A word-for-word transcription of every record is needed.

(Data listing)

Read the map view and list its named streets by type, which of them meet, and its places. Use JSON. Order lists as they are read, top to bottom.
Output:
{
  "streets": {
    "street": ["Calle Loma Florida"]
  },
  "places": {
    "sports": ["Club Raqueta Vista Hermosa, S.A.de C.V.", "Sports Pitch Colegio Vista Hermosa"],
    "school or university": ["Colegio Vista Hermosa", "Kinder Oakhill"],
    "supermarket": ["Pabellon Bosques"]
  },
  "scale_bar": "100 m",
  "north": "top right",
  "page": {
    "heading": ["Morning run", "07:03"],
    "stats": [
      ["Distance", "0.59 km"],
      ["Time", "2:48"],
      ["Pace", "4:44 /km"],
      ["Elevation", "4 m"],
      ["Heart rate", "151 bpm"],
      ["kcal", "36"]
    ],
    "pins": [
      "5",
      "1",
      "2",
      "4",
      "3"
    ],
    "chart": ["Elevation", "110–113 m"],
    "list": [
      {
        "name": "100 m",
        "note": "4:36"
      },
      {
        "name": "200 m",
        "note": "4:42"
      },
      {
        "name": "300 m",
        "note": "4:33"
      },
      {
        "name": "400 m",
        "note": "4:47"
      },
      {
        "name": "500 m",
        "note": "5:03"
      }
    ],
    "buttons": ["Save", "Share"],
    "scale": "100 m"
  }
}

(End Data listing)

Output below:
Read the map view and list its named streets by type, which of them meet, and its places. Use JSON. Order lists as they are read, top to bottom.
Output:
{
  "streets": {
    "street": ["Calle Loma Florida"]
  },
  "places": {
    "sports": ["Club Raqueta Vista Hermosa, S.A.de C.V.", "Sports Pitch Colegio Vista Hermosa"],
    "school or university": ["Colegio Vista Hermosa", "Kinder Oakhill"],
    "supermarket": ["Pabellon Bosques"]
  },
  "scale_bar": "100 m",
  "north": "top right",
  "page": {
    "heading": ["Morning run", "07:03"],
    "stats": [
      ["Distance", "0.59 km"],
      ["Time", "2:48"],
      ["Pace", "4:44 /km"],
      ["Elevation", "4 m"],
      ["Heart rate", "151 bpm"],
      ["kcal", "36"]
    ],
    "pins": [
      "5",
      "1",
      "2",
      "4",
      "3"
    ],
    "chart": ["Elevation", "110–113 m"],
    "list": [
      {
        "name": "100 m",
        "note": "4:36"
      },
      {
        "name": "200 m",
        "note": "4:42"
      },
      {
        "name": "300 m",
        "note": "4:33"
      },
      {
        "name": "400 m",
        "note": "4:47"
      },
      {
        "name": "500 m",
        "note": "5:03"
      }
    ],
    "buttons": ["Save", "Share"],
    "scale": "100 m"
  }
}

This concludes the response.